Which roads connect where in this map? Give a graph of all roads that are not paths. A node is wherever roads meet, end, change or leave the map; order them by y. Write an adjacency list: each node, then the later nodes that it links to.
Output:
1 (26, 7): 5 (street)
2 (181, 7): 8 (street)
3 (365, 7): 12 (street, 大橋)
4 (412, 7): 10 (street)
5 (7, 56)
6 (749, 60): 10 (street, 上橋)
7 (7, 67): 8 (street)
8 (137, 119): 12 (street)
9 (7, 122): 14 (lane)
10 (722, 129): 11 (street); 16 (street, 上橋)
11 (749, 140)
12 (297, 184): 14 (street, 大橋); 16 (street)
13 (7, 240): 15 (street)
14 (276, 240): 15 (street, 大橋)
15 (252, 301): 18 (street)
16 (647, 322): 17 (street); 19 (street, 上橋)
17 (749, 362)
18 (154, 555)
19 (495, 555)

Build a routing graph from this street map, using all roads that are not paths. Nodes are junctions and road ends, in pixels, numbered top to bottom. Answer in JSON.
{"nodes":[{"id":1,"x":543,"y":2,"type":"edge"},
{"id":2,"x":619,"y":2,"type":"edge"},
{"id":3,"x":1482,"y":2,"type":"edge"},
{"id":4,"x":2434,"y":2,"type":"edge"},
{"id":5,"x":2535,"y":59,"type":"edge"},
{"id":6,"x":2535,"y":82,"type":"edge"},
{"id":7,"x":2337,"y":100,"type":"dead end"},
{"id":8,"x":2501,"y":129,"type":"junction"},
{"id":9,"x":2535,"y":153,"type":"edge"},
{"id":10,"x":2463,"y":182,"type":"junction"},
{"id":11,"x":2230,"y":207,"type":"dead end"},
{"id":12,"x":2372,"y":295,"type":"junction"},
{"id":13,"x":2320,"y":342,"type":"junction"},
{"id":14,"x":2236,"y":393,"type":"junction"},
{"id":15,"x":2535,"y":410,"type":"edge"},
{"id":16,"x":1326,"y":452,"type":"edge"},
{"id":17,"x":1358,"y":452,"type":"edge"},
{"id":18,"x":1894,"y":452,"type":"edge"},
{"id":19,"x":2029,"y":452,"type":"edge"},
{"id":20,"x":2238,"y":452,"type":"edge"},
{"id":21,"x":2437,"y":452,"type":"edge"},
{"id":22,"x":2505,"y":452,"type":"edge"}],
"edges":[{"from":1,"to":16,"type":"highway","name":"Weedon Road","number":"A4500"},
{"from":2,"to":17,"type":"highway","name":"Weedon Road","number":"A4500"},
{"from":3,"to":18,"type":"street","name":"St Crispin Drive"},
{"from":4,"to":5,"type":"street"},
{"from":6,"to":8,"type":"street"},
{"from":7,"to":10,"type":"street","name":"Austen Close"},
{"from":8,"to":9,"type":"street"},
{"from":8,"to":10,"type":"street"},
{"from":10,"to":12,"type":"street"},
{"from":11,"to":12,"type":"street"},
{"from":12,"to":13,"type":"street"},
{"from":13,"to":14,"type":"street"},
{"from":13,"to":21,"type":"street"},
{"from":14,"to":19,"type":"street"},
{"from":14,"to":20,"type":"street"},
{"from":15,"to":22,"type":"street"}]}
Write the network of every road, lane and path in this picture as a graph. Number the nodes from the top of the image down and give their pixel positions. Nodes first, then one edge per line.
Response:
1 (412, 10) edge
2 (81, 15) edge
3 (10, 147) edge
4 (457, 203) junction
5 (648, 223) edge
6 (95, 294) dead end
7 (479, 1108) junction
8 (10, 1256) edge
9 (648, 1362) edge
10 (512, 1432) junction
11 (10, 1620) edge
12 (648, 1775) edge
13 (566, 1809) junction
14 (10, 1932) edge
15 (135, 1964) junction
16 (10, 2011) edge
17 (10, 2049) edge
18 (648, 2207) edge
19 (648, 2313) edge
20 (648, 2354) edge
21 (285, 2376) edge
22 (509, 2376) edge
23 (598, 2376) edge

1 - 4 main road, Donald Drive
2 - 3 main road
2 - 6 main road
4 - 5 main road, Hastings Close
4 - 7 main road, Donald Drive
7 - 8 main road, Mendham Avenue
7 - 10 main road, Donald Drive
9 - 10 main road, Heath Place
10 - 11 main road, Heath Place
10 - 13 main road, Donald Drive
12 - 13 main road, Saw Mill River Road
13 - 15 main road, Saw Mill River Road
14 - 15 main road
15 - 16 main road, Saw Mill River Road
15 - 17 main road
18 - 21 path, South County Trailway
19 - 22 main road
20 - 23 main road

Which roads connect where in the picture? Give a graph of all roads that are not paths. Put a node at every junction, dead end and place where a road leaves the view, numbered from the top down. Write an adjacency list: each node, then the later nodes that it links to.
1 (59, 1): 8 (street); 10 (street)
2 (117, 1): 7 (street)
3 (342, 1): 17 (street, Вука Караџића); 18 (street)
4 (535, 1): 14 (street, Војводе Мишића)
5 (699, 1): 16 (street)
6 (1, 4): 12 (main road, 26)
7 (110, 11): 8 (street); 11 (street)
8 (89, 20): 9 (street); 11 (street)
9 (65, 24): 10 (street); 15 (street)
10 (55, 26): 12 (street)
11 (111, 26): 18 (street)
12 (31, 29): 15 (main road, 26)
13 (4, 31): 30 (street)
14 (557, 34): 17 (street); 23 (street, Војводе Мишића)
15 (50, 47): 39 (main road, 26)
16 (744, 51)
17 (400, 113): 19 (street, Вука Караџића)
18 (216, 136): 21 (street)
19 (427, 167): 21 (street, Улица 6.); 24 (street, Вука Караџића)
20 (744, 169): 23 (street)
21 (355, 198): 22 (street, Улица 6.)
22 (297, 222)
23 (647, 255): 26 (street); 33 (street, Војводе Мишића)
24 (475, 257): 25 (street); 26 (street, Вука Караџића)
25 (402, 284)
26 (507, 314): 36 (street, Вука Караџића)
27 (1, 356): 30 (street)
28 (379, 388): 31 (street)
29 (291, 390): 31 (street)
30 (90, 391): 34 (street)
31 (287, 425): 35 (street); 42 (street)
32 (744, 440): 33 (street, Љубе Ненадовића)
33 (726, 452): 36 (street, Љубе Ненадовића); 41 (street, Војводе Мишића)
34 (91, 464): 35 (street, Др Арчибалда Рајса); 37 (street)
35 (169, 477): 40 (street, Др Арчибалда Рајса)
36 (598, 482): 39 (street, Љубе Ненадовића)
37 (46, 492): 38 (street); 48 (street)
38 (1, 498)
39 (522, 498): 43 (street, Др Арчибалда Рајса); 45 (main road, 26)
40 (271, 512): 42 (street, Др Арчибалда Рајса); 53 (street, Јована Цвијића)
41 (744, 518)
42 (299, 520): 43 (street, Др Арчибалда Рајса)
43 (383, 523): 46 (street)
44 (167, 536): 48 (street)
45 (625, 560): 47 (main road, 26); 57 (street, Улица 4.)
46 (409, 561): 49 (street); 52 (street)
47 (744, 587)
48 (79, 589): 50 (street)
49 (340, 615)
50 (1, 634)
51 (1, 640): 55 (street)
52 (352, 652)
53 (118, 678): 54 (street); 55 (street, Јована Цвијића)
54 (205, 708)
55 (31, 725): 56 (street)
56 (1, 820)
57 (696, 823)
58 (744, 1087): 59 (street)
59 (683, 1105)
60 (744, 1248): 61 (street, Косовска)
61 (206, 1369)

────────────────────

EXERCISE AIM »
The records above are to be written out again word for word.

ANSWER BOX »
Which roads connect where in this map? Give a graph of all roads that are not paths. A node is wherever roads meet, end, change or leave the map; order them by y. Write an adjacency list: each node, then the later nodes that it links to.
Output:
1 (26, 7): 5 (street)
2 (181, 7): 8 (street)
3 (365, 7): 12 (street, 大橋)
4 (412, 7): 10 (street)
5 (7, 56)
6 (749, 60): 10 (street, 上橋)
7 (7, 67): 8 (street)
8 (137, 119): 12 (street)
9 (7, 122): 14 (lane)
10 (722, 129): 11 (street); 16 (street, 上橋)
11 (749, 140)
12 (297, 184): 14 (street, 大橋); 16 (street)
13 (7, 240): 15 (street)
14 (276, 240): 15 (street, 大橋)
15 (252, 301): 18 (street)
16 (647, 322): 17 (street); 19 (street, 上橋)
17 (749, 362)
18 (154, 555)
19 (495, 555)

Build a routing graph from this street map, using all roads that are not paths. Nodes are junctions and road ends, in pixels, numbered top to bottom. Answer in JSON.
{"nodes":[{"id":1,"x":543,"y":2,"type":"edge"},
{"id":2,"x":619,"y":2,"type":"edge"},
{"id":3,"x":1482,"y":2,"type":"edge"},
{"id":4,"x":2434,"y":2,"type":"edge"},
{"id":5,"x":2535,"y":59,"type":"edge"},
{"id":6,"x":2535,"y":82,"type":"edge"},
{"id":7,"x":2337,"y":100,"type":"dead end"},
{"id":8,"x":2501,"y":129,"type":"junction"},
{"id":9,"x":2535,"y":153,"type":"edge"},
{"id":10,"x":2463,"y":182,"type":"junction"},
{"id":11,"x":2230,"y":207,"type":"dead end"},
{"id":12,"x":2372,"y":295,"type":"junction"},
{"id":13,"x":2320,"y":342,"type":"junction"},
{"id":14,"x":2236,"y":393,"type":"junction"},
{"id":15,"x":2535,"y":410,"type":"edge"},
{"id":16,"x":1326,"y":452,"type":"edge"},
{"id":17,"x":1358,"y":452,"type":"edge"},
{"id":18,"x":1894,"y":452,"type":"edge"},
{"id":19,"x":2029,"y":452,"type":"edge"},
{"id":20,"x":2238,"y":452,"type":"edge"},
{"id":21,"x":2437,"y":452,"type":"edge"},
{"id":22,"x":2505,"y":452,"type":"edge"}],
"edges":[{"from":1,"to":16,"type":"highway","name":"Weedon Road","number":"A4500"},
{"from":2,"to":17,"type":"highway","name":"Weedon Road","number":"A4500"},
{"from":3,"to":18,"type":"street","name":"St Crispin Drive"},
{"from":4,"to":5,"type":"street"},
{"from":6,"to":8,"type":"street"},
{"from":7,"to":10,"type":"street","name":"Austen Close"},
{"from":8,"to":9,"type":"street"},
{"from":8,"to":10,"type":"street"},
{"from":10,"to":12,"type":"street"},
{"from":11,"to":12,"type":"street"},
{"from":12,"to":13,"type":"street"},
{"from":13,"to":14,"type":"street"},
{"from":13,"to":21,"type":"street"},
{"from":14,"to":19,"type":"street"},
{"from":14,"to":20,"type":"street"},
{"from":15,"to":22,"type":"street"}]}
Write the network of every road, lane and path in this picture as a graph. Number the nodes from the top of the image down and give their pixel positions. Nodes first, then one edge per line.
Response:
1 (412, 10) edge
2 (81, 15) edge
3 (10, 147) edge
4 (457, 203) junction
5 (648, 223) edge
6 (95, 294) dead end
7 (479, 1108) junction
8 (10, 1256) edge
9 (648, 1362) edge
10 (512, 1432) junction
11 (10, 1620) edge
12 (648, 1775) edge
13 (566, 1809) junction
14 (10, 1932) edge
15 (135, 1964) junction
16 (10, 2011) edge
17 (10, 2049) edge
18 (648, 2207) edge
19 (648, 2313) edge
20 (648, 2354) edge
21 (285, 2376) edge
22 (509, 2376) edge
23 (598, 2376) edge

1 - 4 main road, Donald Drive
2 - 3 main road
2 - 6 main road
4 - 5 main road, Hastings Close
4 - 7 main road, Donald Drive
7 - 8 main road, Mendham Avenue
7 - 10 main road, Donald Drive
9 - 10 main road, Heath Place
10 - 11 main road, Heath Place
10 - 13 main road, Donald Drive
12 - 13 main road, Saw Mill River Road
13 - 15 main road, Saw Mill River Road
14 - 15 main road
15 - 16 main road, Saw Mill River Road
15 - 17 main road
18 - 21 path, South County Trailway
19 - 22 main road
20 - 23 main road

Which roads connect where in the picture? Give a graph of all roads that are not paths. Put a node at every junction, dead end and place where a road leaves the view, numbered from the top down. Write an adjacency list: each node, then the later nodes that it links to.
1 (59, 1): 8 (street); 10 (street)
2 (117, 1): 7 (street)
3 (342, 1): 17 (street, Вука Караџића); 18 (street)
4 (535, 1): 14 (street, Војводе Мишића)
5 (699, 1): 16 (street)
6 (1, 4): 12 (main road, 26)
7 (110, 11): 8 (street); 11 (street)
8 (89, 20): 9 (street); 11 (street)
9 (65, 24): 10 (street); 15 (street)
10 (55, 26): 12 (street)
11 (111, 26): 18 (street)
12 (31, 29): 15 (main road, 26)
13 (4, 31): 30 (street)
14 (557, 34): 17 (street); 23 (street, Војводе Мишића)
15 (50, 47): 39 (main road, 26)
16 (744, 51)
17 (400, 113): 19 (street, Вука Караџића)
18 (216, 136): 21 (street)
19 (427, 167): 21 (street, Улица 6.); 24 (street, Вука Караџића)
20 (744, 169): 23 (street)
21 (355, 198): 22 (street, Улица 6.)
22 (297, 222)
23 (647, 255): 26 (street); 33 (street, Војводе Мишића)
24 (475, 257): 25 (street); 26 (street, Вука Караџића)
25 (402, 284)
26 (507, 314): 36 (street, Вука Караџића)
27 (1, 356): 30 (street)
28 (379, 388): 31 (street)
29 (291, 390): 31 (street)
30 (90, 391): 34 (street)
31 (287, 425): 35 (street); 42 (street)
32 (744, 440): 33 (street, Љубе Ненадовића)
33 (726, 452): 36 (street, Љубе Ненадовића); 41 (street, Војводе Мишића)
34 (91, 464): 35 (street, Др Арчибалда Рајса); 37 (street)
35 (169, 477): 40 (street, Др Арчибалда Рајса)
36 (598, 482): 39 (street, Љубе Ненадовића)
37 (46, 492): 38 (street); 48 (street)
38 (1, 498)
39 (522, 498): 43 (street, Др Арчибалда Рајса); 45 (main road, 26)
40 (271, 512): 42 (street, Др Арчибалда Рајса); 53 (street, Јована Цвијића)
41 (744, 518)
42 (299, 520): 43 (street, Др Арчибалда Рајса)
43 (383, 523): 46 (street)
44 (167, 536): 48 (street)
45 (625, 560): 47 (main road, 26); 57 (street, Улица 4.)
46 (409, 561): 49 (street); 52 (street)
47 (744, 587)
48 (79, 589): 50 (street)
49 (340, 615)
50 (1, 634)
51 (1, 640): 55 (street)
52 (352, 652)
53 (118, 678): 54 (street); 55 (street, Јована Цвијића)
54 (205, 708)
55 (31, 725): 56 (street)
56 (1, 820)
57 (696, 823)
58 (744, 1087): 59 (street)
59 (683, 1105)
60 (744, 1248): 61 (street, Косовска)
61 (206, 1369)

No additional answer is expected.